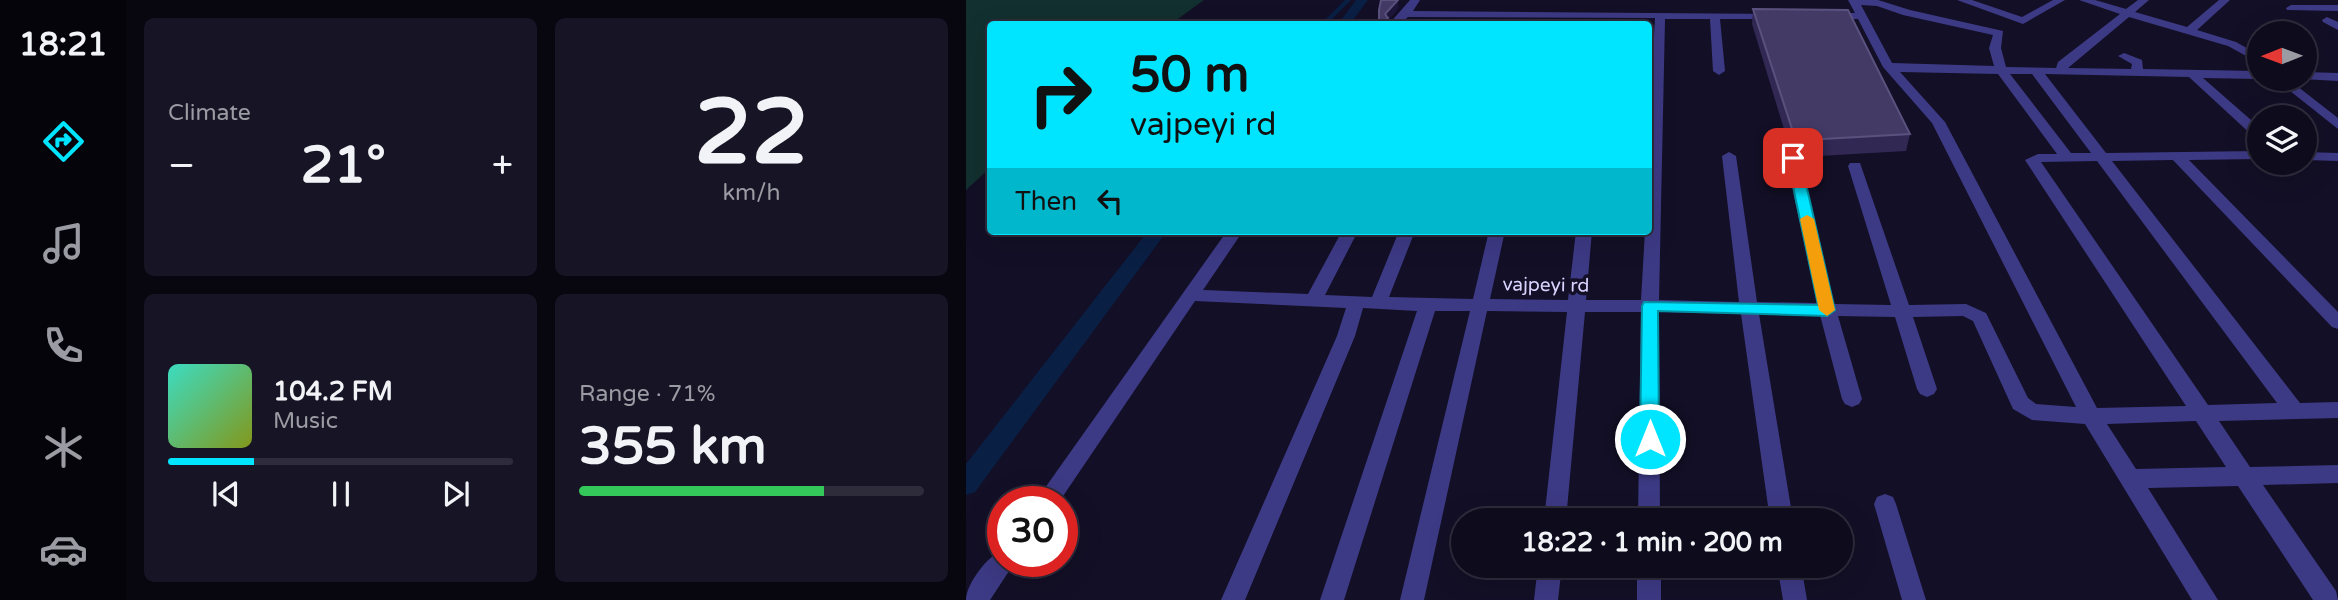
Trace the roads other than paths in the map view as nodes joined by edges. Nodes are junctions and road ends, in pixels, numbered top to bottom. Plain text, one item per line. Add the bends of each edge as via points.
1 (1415, 0) edge
2 (1513, 0) edge
3 (1557, 0) edge
4 (1639, 0) edge
5 (1962, 0) edge
6 (2060, 0) edge
7 (2084, 0) edge
8 (2144, 0) edge
9 (2225, 0) edge
10 (1854, 1) edge
11 (2291, 8) dead end
12 (2338, 8) edge
13 (2128, 13) junction
14 (1405, 14) junction
15 (1508, 15) junction
16 (1637, 15) junction
17 (1660, 16) junction
18 (1715, 16) junction
19 (1782, 16) edge
20 (1822, 16) edge
21 (1863, 16) junction
22 (1449, 20) edge
23 (1487, 20) edge
24 (1552, 20) edge
25 (1606, 20) edge
26 (2327, 20) dead end
27 (1397, 21) edge
28 (2338, 27) edge
29 (2189, 32) junction
30 (2247, 52) edge
31 (2124, 56) dead end
32 (1890, 67) junction
33 (2001, 70) junction
34 (1719, 71) dead end
35 (2036, 71) junction
36 (2062, 71) junction
37 (2137, 72) junction
38 (2190, 72) junction
39 (2247, 74) edge
40 (2317, 76) edge
41 (2338, 77) edge
42 (2296, 91) edge
43 (2247, 123) edge
44 (2338, 125) edge
45 (2176, 155) junction
46 (2247, 155) edge
47 (1729, 156) dead end
48 (2317, 156) edge
49 (2101, 157) junction
50 (2338, 157) edge
51 (1793, 158) dead end
52 (2067, 158) junction
53 (1855, 166) dead end
54 (1232, 235) edge
55 (1347, 235) edge
56 (1405, 235) edge
57 (1496, 235) edge
58 (1584, 235) edge
59 (1191, 295) junction
60 (1313, 301) junction
61 (1356, 303) junction
62 (1378, 304) junction
63 (1482, 304) junction
64 (1428, 305) junction
65 (1579, 305) junction
66 (1650, 306) junction
67 (1749, 308) junction
68 (1827, 310) junction
69 (1902, 311) junction
70 (2338, 323) edge
71 (1927, 389) dead end
72 (1852, 399) dead end
73 (2338, 410) edge
74 (2295, 412) junction
75 (2200, 415) junction
76 (2091, 416) junction
77 (2338, 474) edge
78 (2242, 477) junction
79 (2129, 479) junction
80 (1057, 486) edge
81 (1885, 504) dead end
82 (1556, 508) edge
83 (1649, 508) edge
84 (1780, 508) edge
85 (992, 577) edge
86 (1549, 578) edge
87 (1649, 578) edge
88 (1791, 578) edge
89 (975, 600) edge
90 (1233, 600) edge
91 (1332, 600) edge
92 (1412, 600) edge
93 (1546, 600) edge
94 (1649, 600) edge
95 (1795, 600) edge
96 (1914, 600) edge
97 (2206, 600) edge
98 (2327, 600) edge

1 - 14 street
2 - 15 street
3 - 24 street
4 - 16 street
5 - 6 street via 2023,21
7 - 13 street
8 - 13 street
9 - 29 street
10 - 21 street
10 - 33 street via 1999,33 1995,48
11 - 12 street
13 - 29 street
13 - 36 street via 2062,64
14 - 22 street
14 - 27 street
15 - 23 street
15 - 24 street
16 - 17 street
16 - 25 street
17 - 18 street
17 - 66 street
18 - 19 street
18 - 34 street
20 - 21 street
21 - 32 street
22 - 23 street
24 - 25 street
26 - 28 street
29 - 30 street
31 - 37 street via 2138,62
32 - 33 street
32 - 76 street via 1933,114 1950,142
33 - 35 street
33 - 52 street
35 - 36 street
35 - 49 street
36 - 37 street
37 - 38 street
38 - 39 street
38 - 43 street
40 - 41 street
42 - 44 street
45 - 46 street
45 - 49 street
45 - 70 street
47 - 67 street
48 - 50 street
49 - 52 street
49 - 74 street
51 - 68 street
52 - 75 street via 2038,158 2033,163
53 - 69 street
54 - 59 street
55 - 60 street
56 - 62 street
57 - 63 street
58 - 65 street
59 - 60 street, vajpeyi rd
59 - 80 street
60 - 61 street, vajpeyi rd
61 - 62 street, vajpeyi rd
61 - 90 street
62 - 64 street, vajpeyi rd
63 - 64 street, vajpeyi rd
63 - 65 street, vajpeyi rd
63 - 92 street
64 - 91 street
65 - 66 street, vajpeyi rd
65 - 82 street
66 - 67 street, vajpeyi rd
66 - 83 street
67 - 68 street, vajpeyi rd
67 - 84 street
68 - 69 street, vajpeyi rd
68 - 72 street
69 - 71 street
69 - 76 street, vajpeyi rd via 1977,313 2026,409
73 - 74 street
74 - 75 street
75 - 76 street
75 - 78 street
76 - 79 street
77 - 78 street
78 - 79 street
78 - 98 street
79 - 97 street
81 - 96 street
85 - 89 street
86 - 93 street
87 - 94 street
88 - 95 street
____________
# [Task requirements]
Reproduce every record word for word. The copy must contain no pictures.

# [Solution for this problem]
Trace the roads other than paths in the map view as nodes joined by edges. Nodes are junctions and road ends, in pixels, numbered top to bottom. Plain text, one item per line. Add the bends of each edge as via points.
1 (1415, 0) edge
2 (1513, 0) edge
3 (1557, 0) edge
4 (1639, 0) edge
5 (1962, 0) edge
6 (2060, 0) edge
7 (2084, 0) edge
8 (2144, 0) edge
9 (2225, 0) edge
10 (1854, 1) edge
11 (2291, 8) dead end
12 (2338, 8) edge
13 (2128, 13) junction
14 (1405, 14) junction
15 (1508, 15) junction
16 (1637, 15) junction
17 (1660, 16) junction
18 (1715, 16) junction
19 (1782, 16) edge
20 (1822, 16) edge
21 (1863, 16) junction
22 (1449, 20) edge
23 (1487, 20) edge
24 (1552, 20) edge
25 (1606, 20) edge
26 (2327, 20) dead end
27 (1397, 21) edge
28 (2338, 27) edge
29 (2189, 32) junction
30 (2247, 52) edge
31 (2124, 56) dead end
32 (1890, 67) junction
33 (2001, 70) junction
34 (1719, 71) dead end
35 (2036, 71) junction
36 (2062, 71) junction
37 (2137, 72) junction
38 (2190, 72) junction
39 (2247, 74) edge
40 (2317, 76) edge
41 (2338, 77) edge
42 (2296, 91) edge
43 (2247, 123) edge
44 (2338, 125) edge
45 (2176, 155) junction
46 (2247, 155) edge
47 (1729, 156) dead end
48 (2317, 156) edge
49 (2101, 157) junction
50 (2338, 157) edge
51 (1793, 158) dead end
52 (2067, 158) junction
53 (1855, 166) dead end
54 (1232, 235) edge
55 (1347, 235) edge
56 (1405, 235) edge
57 (1496, 235) edge
58 (1584, 235) edge
59 (1191, 295) junction
60 (1313, 301) junction
61 (1356, 303) junction
62 (1378, 304) junction
63 (1482, 304) junction
64 (1428, 305) junction
65 (1579, 305) junction
66 (1650, 306) junction
67 (1749, 308) junction
68 (1827, 310) junction
69 (1902, 311) junction
70 (2338, 323) edge
71 (1927, 389) dead end
72 (1852, 399) dead end
73 (2338, 410) edge
74 (2295, 412) junction
75 (2200, 415) junction
76 (2091, 416) junction
77 (2338, 474) edge
78 (2242, 477) junction
79 (2129, 479) junction
80 (1057, 486) edge
81 (1885, 504) dead end
82 (1556, 508) edge
83 (1649, 508) edge
84 (1780, 508) edge
85 (992, 577) edge
86 (1549, 578) edge
87 (1649, 578) edge
88 (1791, 578) edge
89 (975, 600) edge
90 (1233, 600) edge
91 (1332, 600) edge
92 (1412, 600) edge
93 (1546, 600) edge
94 (1649, 600) edge
95 (1795, 600) edge
96 (1914, 600) edge
97 (2206, 600) edge
98 (2327, 600) edge

1 - 14 street
2 - 15 street
3 - 24 street
4 - 16 street
5 - 6 street via 2023,21
7 - 13 street
8 - 13 street
9 - 29 street
10 - 21 street
10 - 33 street via 1999,33 1995,48
11 - 12 street
13 - 29 street
13 - 36 street via 2062,64
14 - 22 street
14 - 27 street
15 - 23 street
15 - 24 street
16 - 17 street
16 - 25 street
17 - 18 street
17 - 66 street
18 - 19 street
18 - 34 street
20 - 21 street
21 - 32 street
22 - 23 street
24 - 25 street
26 - 28 street
29 - 30 street
31 - 37 street via 2138,62
32 - 33 street
32 - 76 street via 1933,114 1950,142
33 - 35 street
33 - 52 street
35 - 36 street
35 - 49 street
36 - 37 street
37 - 38 street
38 - 39 street
38 - 43 street
40 - 41 street
42 - 44 street
45 - 46 street
45 - 49 street
45 - 70 street
47 - 67 street
48 - 50 street
49 - 52 street
49 - 74 street
51 - 68 street
52 - 75 street via 2038,158 2033,163
53 - 69 street
54 - 59 street
55 - 60 street
56 - 62 street
57 - 63 street
58 - 65 street
59 - 60 street, vajpeyi rd
59 - 80 street
60 - 61 street, vajpeyi rd
61 - 62 street, vajpeyi rd
61 - 90 street
62 - 64 street, vajpeyi rd
63 - 64 street, vajpeyi rd
63 - 65 street, vajpeyi rd
63 - 92 street
64 - 91 street
65 - 66 street, vajpeyi rd
65 - 82 street
66 - 67 street, vajpeyi rd
66 - 83 street
67 - 68 street, vajpeyi rd
67 - 84 street
68 - 69 street, vajpeyi rd
68 - 72 street
69 - 71 street
69 - 76 street, vajpeyi rd via 1977,313 2026,409
73 - 74 street
74 - 75 street
75 - 76 street
75 - 78 street
76 - 79 street
77 - 78 street
78 - 79 street
78 - 98 street
79 - 97 street
81 - 96 street
85 - 89 street
86 - 93 street
87 - 94 street
88 - 95 street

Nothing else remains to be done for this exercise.